→ **What is required**
Where does the string "links" occur in the records? Copy each line that holds it.

== Segment start ==

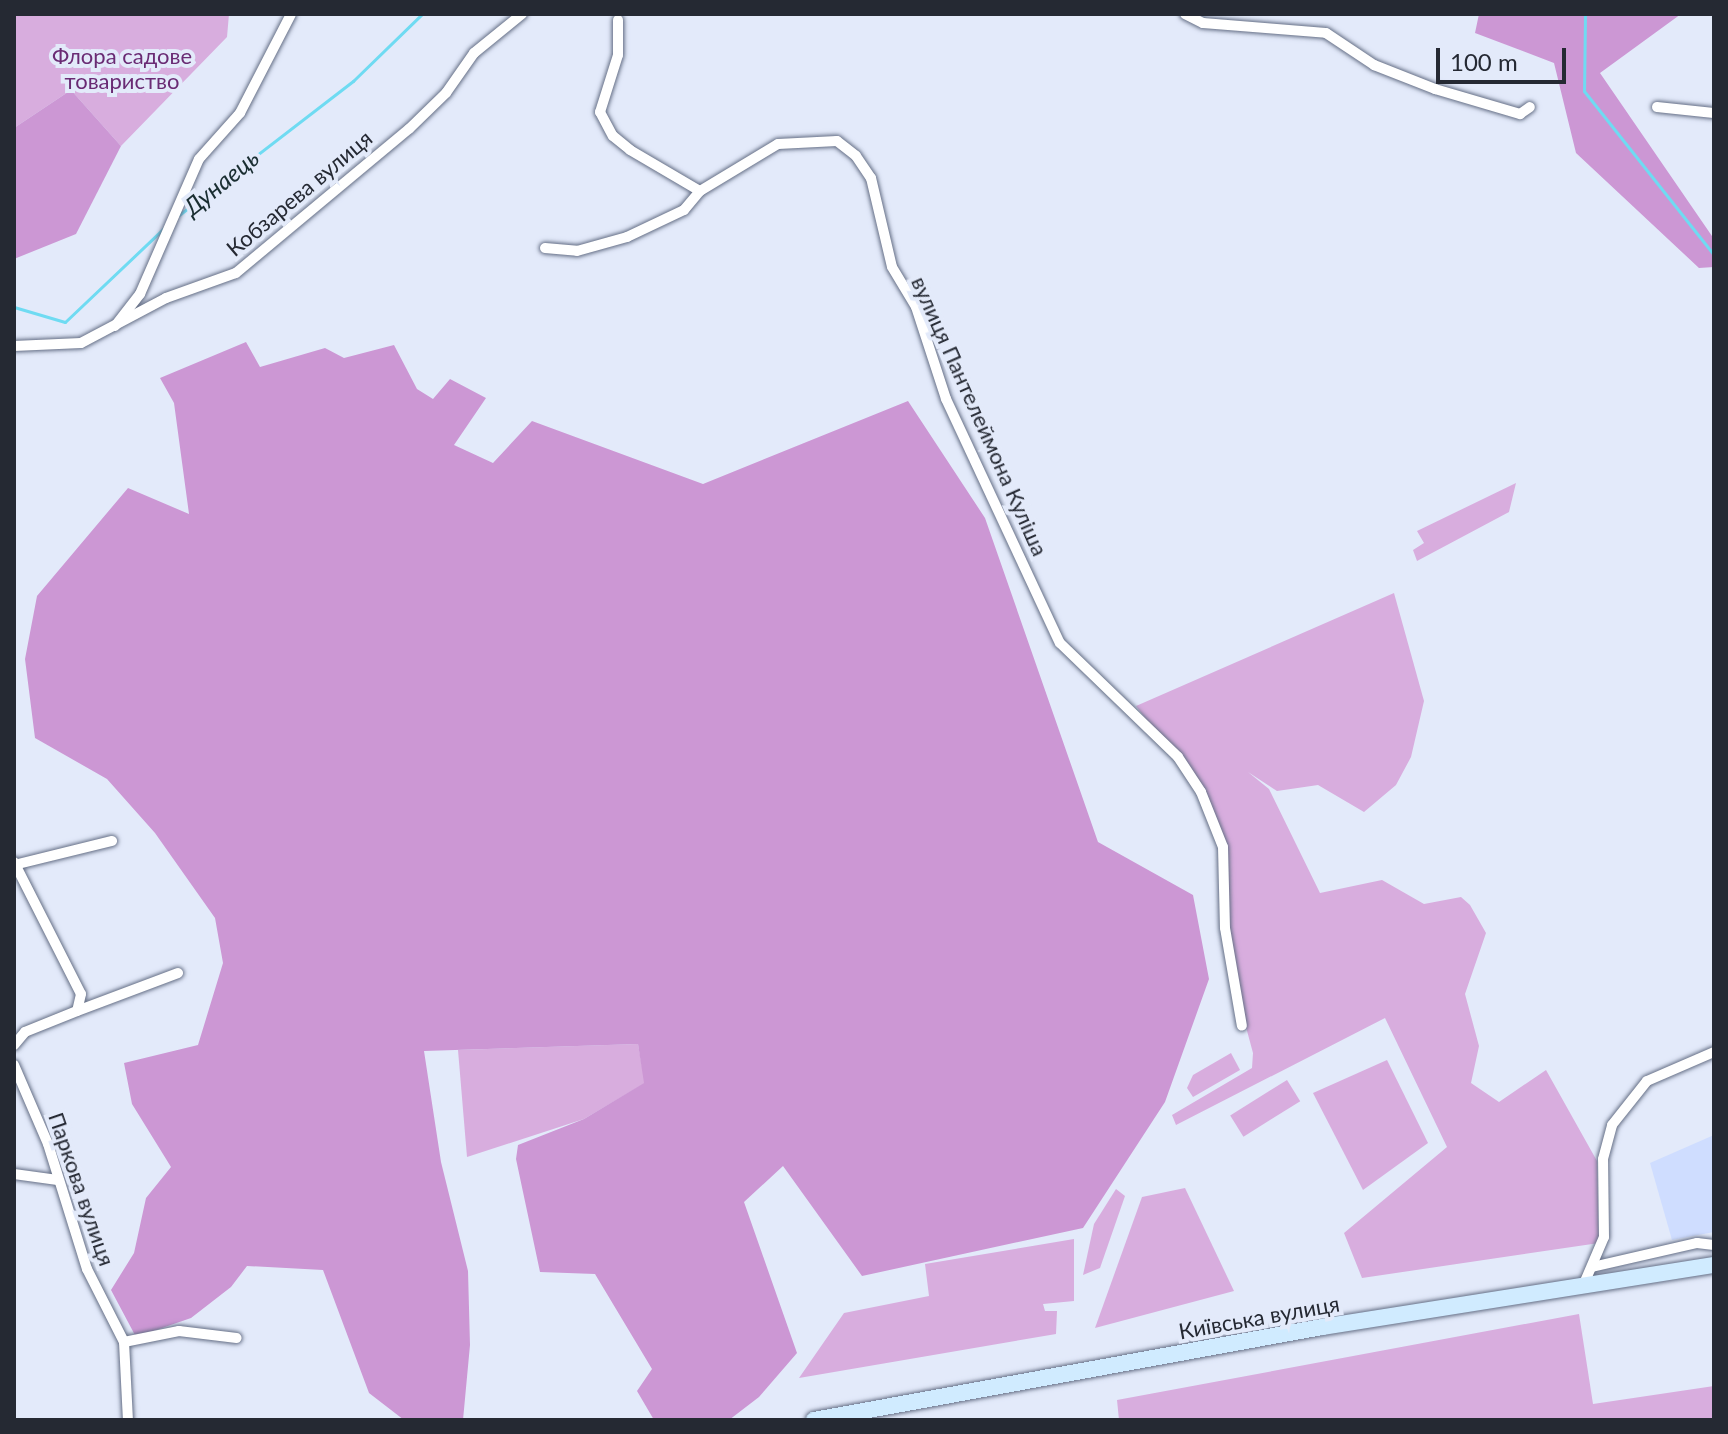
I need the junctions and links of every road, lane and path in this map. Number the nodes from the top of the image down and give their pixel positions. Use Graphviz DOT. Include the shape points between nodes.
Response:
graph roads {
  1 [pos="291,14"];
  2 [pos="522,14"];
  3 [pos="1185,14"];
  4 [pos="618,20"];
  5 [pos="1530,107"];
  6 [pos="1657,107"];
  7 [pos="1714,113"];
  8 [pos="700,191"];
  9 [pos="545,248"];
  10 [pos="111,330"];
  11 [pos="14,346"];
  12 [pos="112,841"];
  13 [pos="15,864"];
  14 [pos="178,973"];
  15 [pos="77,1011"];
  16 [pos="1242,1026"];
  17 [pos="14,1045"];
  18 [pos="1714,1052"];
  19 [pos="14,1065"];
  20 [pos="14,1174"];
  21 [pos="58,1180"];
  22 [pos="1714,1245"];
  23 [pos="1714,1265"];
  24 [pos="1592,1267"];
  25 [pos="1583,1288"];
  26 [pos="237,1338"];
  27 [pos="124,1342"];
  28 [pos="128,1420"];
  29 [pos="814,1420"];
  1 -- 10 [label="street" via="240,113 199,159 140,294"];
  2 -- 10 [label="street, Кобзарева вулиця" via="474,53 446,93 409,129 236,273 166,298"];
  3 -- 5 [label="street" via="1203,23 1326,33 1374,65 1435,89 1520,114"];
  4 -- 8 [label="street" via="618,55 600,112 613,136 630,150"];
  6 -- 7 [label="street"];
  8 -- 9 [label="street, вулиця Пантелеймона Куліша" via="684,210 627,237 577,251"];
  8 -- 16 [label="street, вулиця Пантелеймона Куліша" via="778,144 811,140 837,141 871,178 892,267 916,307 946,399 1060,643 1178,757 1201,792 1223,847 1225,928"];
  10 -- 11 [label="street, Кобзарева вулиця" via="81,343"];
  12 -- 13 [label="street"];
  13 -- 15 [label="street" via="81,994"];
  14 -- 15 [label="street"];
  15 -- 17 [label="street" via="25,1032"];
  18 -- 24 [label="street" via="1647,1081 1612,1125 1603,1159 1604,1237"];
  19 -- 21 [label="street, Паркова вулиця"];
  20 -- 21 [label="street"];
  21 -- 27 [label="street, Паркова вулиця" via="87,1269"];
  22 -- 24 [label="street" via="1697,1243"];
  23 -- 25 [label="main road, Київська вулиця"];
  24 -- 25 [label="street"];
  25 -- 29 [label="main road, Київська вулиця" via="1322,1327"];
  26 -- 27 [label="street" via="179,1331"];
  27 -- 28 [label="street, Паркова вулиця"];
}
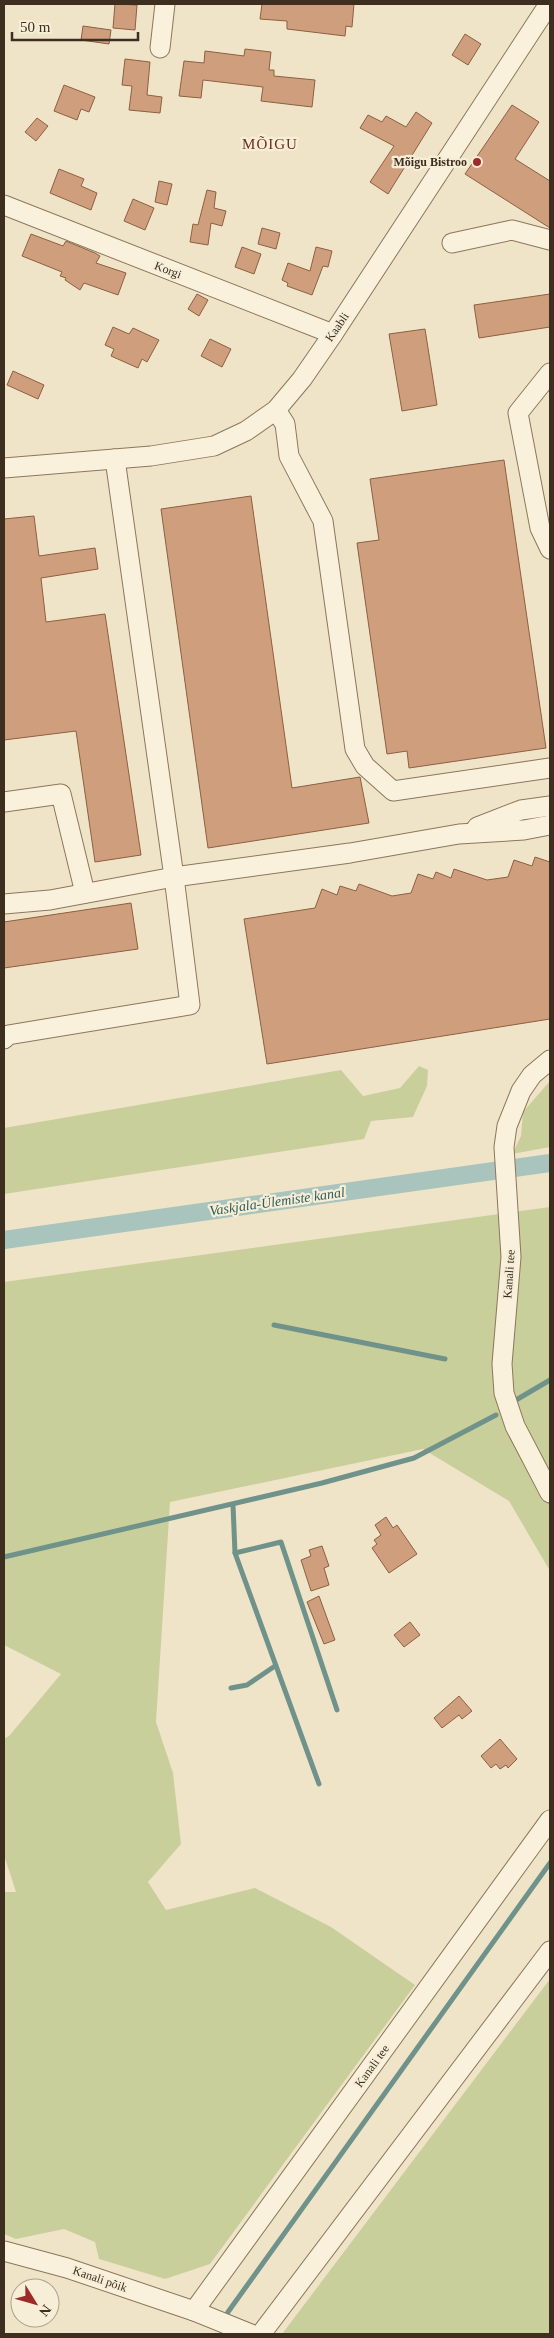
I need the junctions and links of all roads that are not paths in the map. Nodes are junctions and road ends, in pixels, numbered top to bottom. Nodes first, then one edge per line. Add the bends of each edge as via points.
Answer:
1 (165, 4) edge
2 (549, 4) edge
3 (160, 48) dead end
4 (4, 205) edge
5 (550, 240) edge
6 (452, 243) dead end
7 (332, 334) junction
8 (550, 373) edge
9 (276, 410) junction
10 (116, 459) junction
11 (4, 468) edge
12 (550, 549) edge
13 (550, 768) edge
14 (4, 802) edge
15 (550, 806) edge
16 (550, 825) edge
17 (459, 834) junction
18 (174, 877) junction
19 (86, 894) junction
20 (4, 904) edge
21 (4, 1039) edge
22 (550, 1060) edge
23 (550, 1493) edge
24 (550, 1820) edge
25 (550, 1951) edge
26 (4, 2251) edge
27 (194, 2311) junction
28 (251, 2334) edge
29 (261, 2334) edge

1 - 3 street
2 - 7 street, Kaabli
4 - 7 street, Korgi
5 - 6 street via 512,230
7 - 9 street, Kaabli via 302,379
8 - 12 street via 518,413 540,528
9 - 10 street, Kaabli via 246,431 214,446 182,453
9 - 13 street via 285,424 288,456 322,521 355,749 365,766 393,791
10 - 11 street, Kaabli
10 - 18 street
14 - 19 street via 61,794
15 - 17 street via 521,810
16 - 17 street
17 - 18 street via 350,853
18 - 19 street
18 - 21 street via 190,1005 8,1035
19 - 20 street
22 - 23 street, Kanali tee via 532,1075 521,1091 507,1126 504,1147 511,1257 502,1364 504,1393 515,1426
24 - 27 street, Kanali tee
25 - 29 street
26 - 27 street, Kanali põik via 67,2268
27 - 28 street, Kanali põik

== Segment end ==

→ **Solution for this exercise**
I need the junctions and links of every road, lane and path in this map. Number the nodes from the top of the image down and give their pixel positions. Use Graphviz DOT. Include the shape points between nodes.
I need the junctions and links of all roads that are not paths in the map. Nodes are junctions and road ends, in pixels, numbered top to bottom. Nodes first, then one edge per line. Add the bends of each edge as via points.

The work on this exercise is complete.